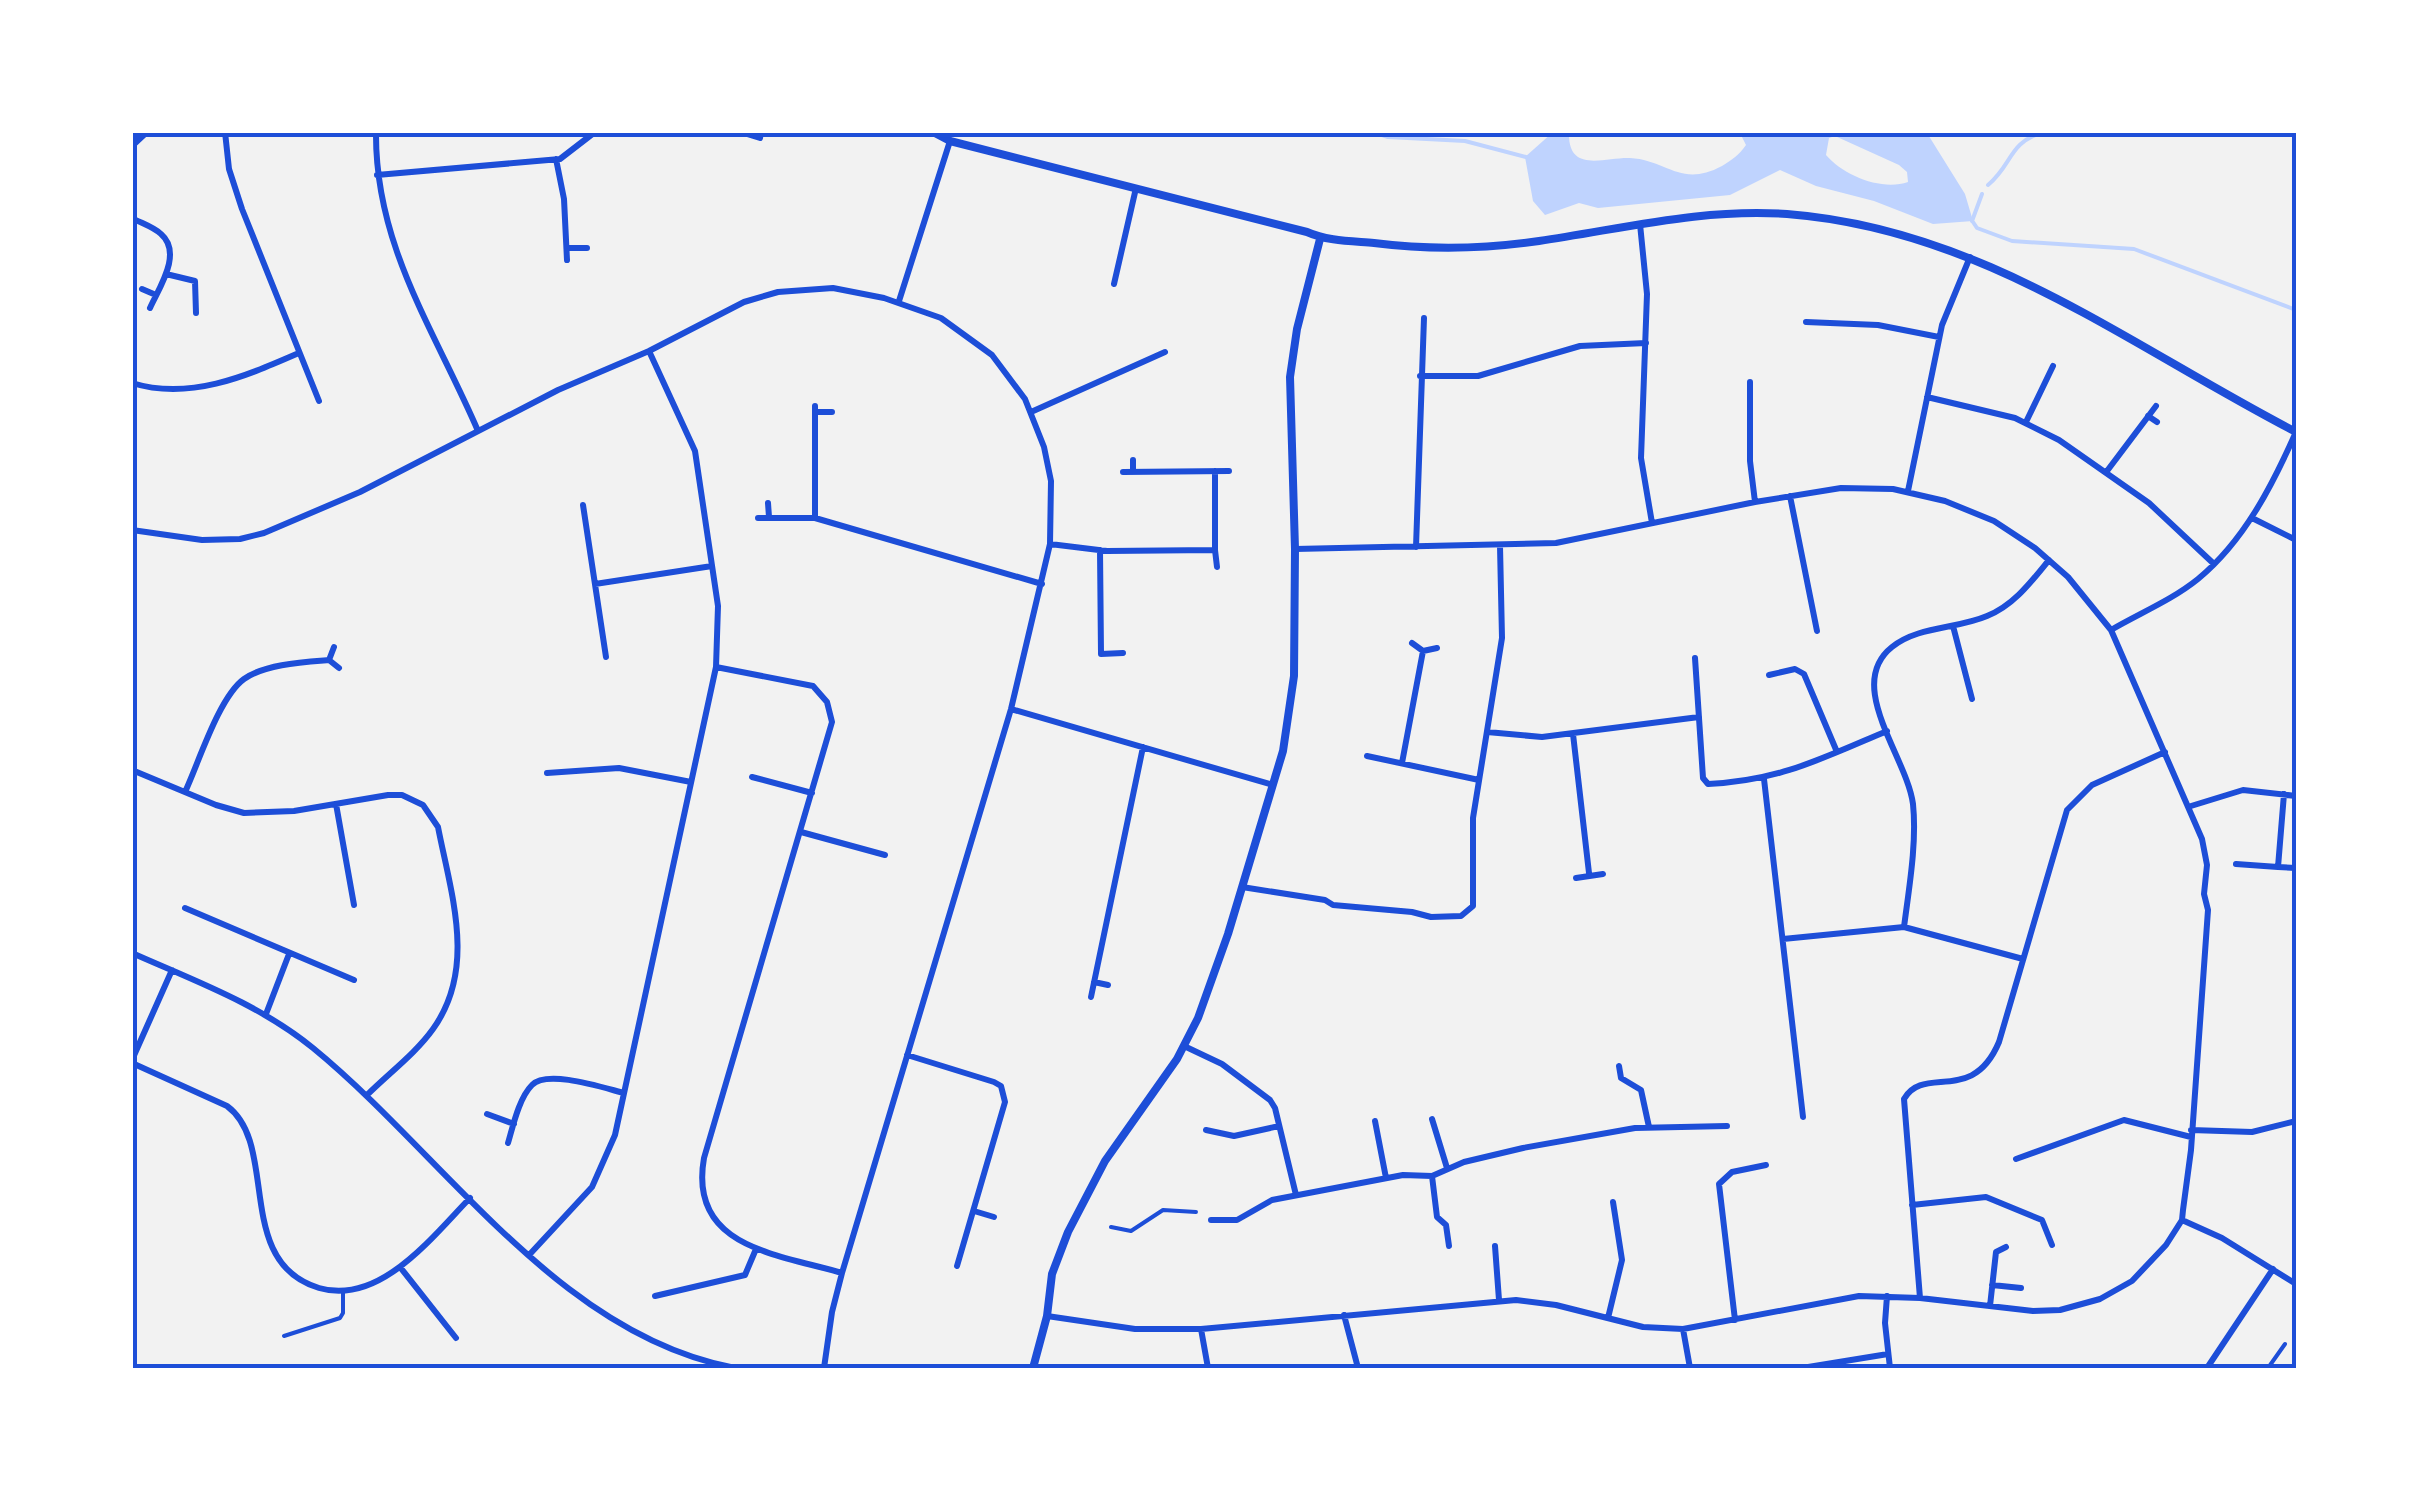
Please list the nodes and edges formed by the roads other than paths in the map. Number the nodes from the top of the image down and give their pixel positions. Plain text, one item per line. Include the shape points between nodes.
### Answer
1 (147, 132) edge
2 (224, 132) edge
3 (376, 132) edge
4 (595, 132) edge
5 (761, 132) edge
6 (933, 132) edge
7 (747, 134) edge
8 (950, 141) junction
9 (132, 146) edge
10 (556, 160) junction
11 (378, 175) junction
12 (1136, 188) junction
13 (132, 218) edge
14 (1640, 224) junction
15 (1320, 238) junction
16 (567, 248) junction
17 (587, 248) dead end
18 (1970, 257) junction
19 (567, 260) dead end
20 (166, 274) junction
21 (1114, 284) dead end
22 (142, 289) dead end
23 (156, 294) junction
24 (898, 302) junction
25 (150, 308) dead end
26 (196, 312) dead end
27 (1424, 318) dead end
28 (1806, 322) dead end
29 (1939, 337) junction
30 (1646, 343) junction
31 (649, 350) junction
32 (1165, 352) dead end
33 (298, 353) junction
34 (2053, 366) dead end
35 (1420, 376) junction
36 (1750, 382) dead end
37 (132, 383) edge
38 (1927, 397) junction
39 (320, 401) dead end
40 (2156, 406) dead end
41 (832, 412) dead end
42 (1031, 412) junction
43 (2148, 416) junction
44 (2026, 422) junction
45 (2157, 422) dead end
46 (478, 431) junction
47 (2296, 432) edge
48 (1133, 460) dead end
49 (1215, 471) junction
50 (1229, 471) dead end
51 (2107, 471) junction
52 (1123, 472) dead end
53 (1132, 472) junction
54 (1908, 492) junction
55 (1790, 496) junction
56 (1755, 502) junction
57 (768, 503) dead end
58 (583, 505) dead end
59 (769, 517) junction
60 (758, 518) dead end
61 (814, 518) junction
62 (2252, 518) junction
63 (1652, 523) junction
64 (132, 530) edge
65 (2296, 540) edge
66 (1050, 544) junction
67 (1416, 546) junction
68 (1500, 546) junction
69 (1295, 549) junction
70 (1100, 550) junction
71 (1215, 550) junction
72 (2049, 560) junction
73 (2214, 564) junction
74 (712, 566) junction
75 (1217, 567) dead end
76 (595, 584) junction
77 (1042, 584) junction
78 (1954, 626) junction
79 (2111, 630) junction
80 (1817, 631) dead end
81 (1412, 643) dead end
82 (334, 647) dead end
83 (1438, 648) dead end
84 (1423, 651) junction
85 (1123, 653) dead end
86 (606, 657) dead end
87 (1695, 658) dead end
88 (329, 660) junction
89 (716, 667) junction
90 (340, 668) dead end
91 (1768, 675) dead end
92 (1972, 699) dead end
93 (1011, 708) junction
94 (1699, 717) junction
95 (1887, 731) junction
96 (1487, 732) junction
97 (1574, 734) junction
98 (1143, 747) junction
99 (1837, 752) junction
100 (2165, 752) junction
101 (1366, 756) dead end
102 (1402, 763) junction
103 (132, 770) edge
104 (547, 773) dead end
105 (752, 778) dead end
106 (1764, 779) junction
107 (1479, 780) junction
108 (765, 781) junction
109 (691, 782) junction
110 (1273, 785) junction
111 (762, 791) dead end
112 (186, 792) junction
113 (812, 793) junction
114 (2284, 794) junction
115 (2296, 796) edge
116 (336, 804) junction
117 (2190, 806) junction
118 (801, 832) junction
119 (885, 855) dead end
120 (2236, 864) dead end
121 (2278, 867) junction
122 (2296, 868) edge
123 (1589, 873) junction
124 (1603, 874) dead end
125 (1576, 878) dead end
126 (1242, 887) junction
127 (354, 905) dead end
128 (185, 908) dead end
129 (1904, 927) junction
130 (1783, 939) junction
131 (132, 953) edge
132 (289, 954) junction
133 (2023, 959) junction
134 (172, 970) junction
135 (354, 980) dead end
136 (1094, 982) junction
137 (1108, 985) dead end
138 (1090, 997) dead end
139 (266, 1014) junction
140 (1184, 1046) junction
141 (907, 1056) junction
142 (132, 1062) edge
143 (1619, 1066) dead end
144 (624, 1093) junction
145 (366, 1095) junction
146 (487, 1114) dead end
147 (1803, 1117) dead end
148 (1432, 1119) dead end
149 (2296, 1120) edge
150 (1374, 1121) dead end
151 (514, 1124) junction
152 (1280, 1126) junction
153 (1727, 1126) dead end
154 (1649, 1127) junction
155 (1206, 1130) dead end
156 (2191, 1134) junction
157 (508, 1144) dead end
158 (2016, 1159) dead end
159 (1766, 1165) dead end
160 (1448, 1168) junction
161 (1432, 1176) junction
162 (1386, 1179) junction
163 (1296, 1196) junction
164 (470, 1198) junction
165 (1614, 1202) dead end
166 (1912, 1205) junction
167 (974, 1211) junction
168 (1196, 1212) dead end
169 (994, 1216) dead end
170 (1210, 1220) dead end
171 (2182, 1220) junction
172 (1111, 1226) dead end
173 (2052, 1245) dead end
174 (1450, 1246) dead end
175 (1495, 1246) dead end
176 (2006, 1247) dead end
177 (756, 1249) junction
178 (530, 1254) junction
179 (400, 1266) junction
180 (957, 1266) dead end
181 (2273, 1268) junction
182 (842, 1272) junction
183 (1992, 1284) junction
184 (2296, 1284) edge
185 (2021, 1288) dead end
186 (343, 1291) junction
187 (655, 1296) dead end
188 (1887, 1296) junction
189 (1920, 1298) junction
190 (1498, 1300) junction
191 (1990, 1306) junction
192 (1047, 1316) junction
193 (1344, 1316) junction
194 (1608, 1318) junction
195 (1735, 1320) junction
196 (1202, 1329) junction
197 (1682, 1329) junction
198 (284, 1336) dead end
199 (456, 1338) dead end
200 (2284, 1344) dead end
201 (1888, 1354) junction
202 (1836, 1366) edge
203 (730, 1368) edge
204 (824, 1368) edge
205 (1033, 1368) edge
206 (1208, 1368) edge
207 (1358, 1368) edge
208 (1690, 1368) edge
209 (1802, 1368) edge
210 (1890, 1368) edge
211 (2207, 1368) edge
212 (2268, 1368) edge

1 - 9 street
2 - 33 street via 232,181
3 - 11 street
4 - 10 street
5 - 7 street via 760,138
6 - 8 street
8 - 12 street
8 - 24 street
10 - 11 street
10 - 16 street
11 - 46 street via 404,273
12 - 15 street
12 - 21 street
13 - 20 street via 167,242
14 - 15 street via 1479,247
14 - 18 street via 1786,214 1884,229
14 - 30 street
15 - 69 street via 1290,377
16 - 17 street
16 - 19 street
18 - 29 street
18 - 47 street
20 - 23 street
20 - 26 street via 196,281
22 - 23 street
23 - 25 street
24 - 31 street via 842,288 778,292
24 - 42 street via 941,318 980,344 1009,374
27 - 35 street
28 - 29 street via 1878,325
29 - 38 street
30 - 35 street via 1580,346 1478,376
30 - 63 street via 1641,458
31 - 46 street
31 - 74 street via 695,451
32 - 42 street
33 - 37 street via 206,387
33 - 39 street
34 - 44 street
35 - 67 street
36 - 56 street
38 - 44 street
38 - 54 street
40 - 43 street
41 - 61 street via 815,409
42 - 66 street via 1051,481
43 - 45 street
43 - 51 street
44 - 51 street
46 - 64 street via 254,536 190,539
47 - 62 street
48 - 53 street
49 - 50 street
49 - 53 street
49 - 71 street
51 - 73 street
52 - 53 street
54 - 55 street via 1841,488
54 - 72 street via 1994,521
55 - 56 street
55 - 80 street
56 - 63 street
57 - 59 street
58 - 76 street
59 - 60 street
59 - 61 street
61 - 77 street
62 - 65 street
62 - 73 street
63 - 68 street via 1556,543
66 - 70 street
66 - 77 street
67 - 68 street
67 - 69 street
68 - 96 street via 1502,638
69 - 110 street via 1293,696
70 - 71 street
70 - 85 street via 1102,654
71 - 75 street
72 - 78 street via 2006,606
72 - 79 street
73 - 79 street
74 - 76 street
74 - 89 street
76 - 86 street
77 - 93 street
78 - 92 street
78 - 95 street via 1903,640 1882,656 1872,688
79 - 100 street
81 - 84 street
82 - 88 street
83 - 84 street
84 - 102 street
87 - 94 street
88 - 90 street
88 - 112 street via 242,681
89 - 109 street
89 - 113 street via 808,684 824,698 832,722
91 - 99 street via 1795,669 1804,674
93 - 98 street
93 - 141 street
94 - 97 street
94 - 106 street via 1702,778 1708,784
95 - 99 street
95 - 129 street via 1913,806
96 - 97 street via 1526,738
96 - 107 street
97 - 123 street
98 - 110 street
98 - 136 street
99 - 106 street
100 - 117 street
100 - 133 street via 2092,785 2072,802
101 - 102 street
102 - 107 street
103 - 112 street
104 - 109 street via 619,768
105 - 108 street
106 - 130 street
107 - 126 street via 1476,898 1466,914 1432,917
108 - 111 street
108 - 113 street
109 - 144 street
110 - 126 street
112 - 116 street via 256,814
113 - 118 street
114 - 115 street
114 - 117 street via 2242,790
114 - 121 street
116 - 127 street
116 - 145 street via 395,794 428,809 438,827 459,943 457,976 434,1028
117 - 156 street via 2208,871
118 - 119 street
118 - 177 street via 703,1166 702,1192 711,1216
120 - 121 street
121 - 122 street
123 - 124 street
123 - 125 street
126 - 140 street
128 - 132 street
129 - 130 street
129 - 133 street
130 - 147 street
131 - 134 street
132 - 135 street
132 - 139 street
133 - 166 street via 1985,1068 1969,1078 1917,1086 1904,1098
134 - 139 street
134 - 142 street
136 - 137 street
136 - 138 street
139 - 145 street
140 - 152 street via 1265,1096
140 - 192 street via 1087,1195 1052,1274
141 - 167 street via 994,1082 1005,1094
141 - 182 street
142 - 186 street via 236,1114 280,1263 304,1282
143 - 154 street via 1621,1078 1641,1090
144 - 151 street via 541,1080 529,1088
144 - 178 street via 615,1136 592,1187
145 - 164 street
146 - 151 street
148 - 160 street
149 - 156 street via 2252,1132
150 - 162 street
151 - 157 street
152 - 155 street via 1234,1136
152 - 163 street
153 - 154 street
154 - 160 street
156 - 158 street via 2124,1120
156 - 171 street
159 - 195 street via 1732,1172 1719,1184
160 - 161 street
161 - 162 street
161 - 174 street via 1437,1217 1446,1224
162 - 163 street
163 - 170 street via 1233,1221
164 - 178 street
164 - 179 street
165 - 194 street via 1622,1260
166 - 173 street via 1995,1198 2042,1220
166 - 189 street
167 - 169 street
167 - 180 street
168 - 172 lane via 1163,1210 1131,1231
171 - 181 street
171 - 191 street via 2142,1273 2100,1299 2052,1311
175 - 190 street
176 - 183 street via 1996,1252
177 - 182 street
177 - 187 street via 745,1275
178 - 203 street via 627,1328
179 - 186 street
179 - 199 street
181 - 184 street
181 - 211 street
182 - 204 street
183 - 185 street
183 - 191 street
186 - 198 lane via 340,1318
188 - 189 street
188 - 195 street
188 - 201 street
189 - 191 street
190 - 193 street
190 - 194 street
192 - 196 street via 1135,1329
192 - 205 street
193 - 196 street
193 - 207 street
194 - 197 street
195 - 197 street
196 - 206 street
197 - 208 street
200 - 212 lane
201 - 202 street
201 - 210 street
202 - 209 street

▸ Action item: Give the number of lines above that include "lane". Write nothing else.

▸ Exercise output: 3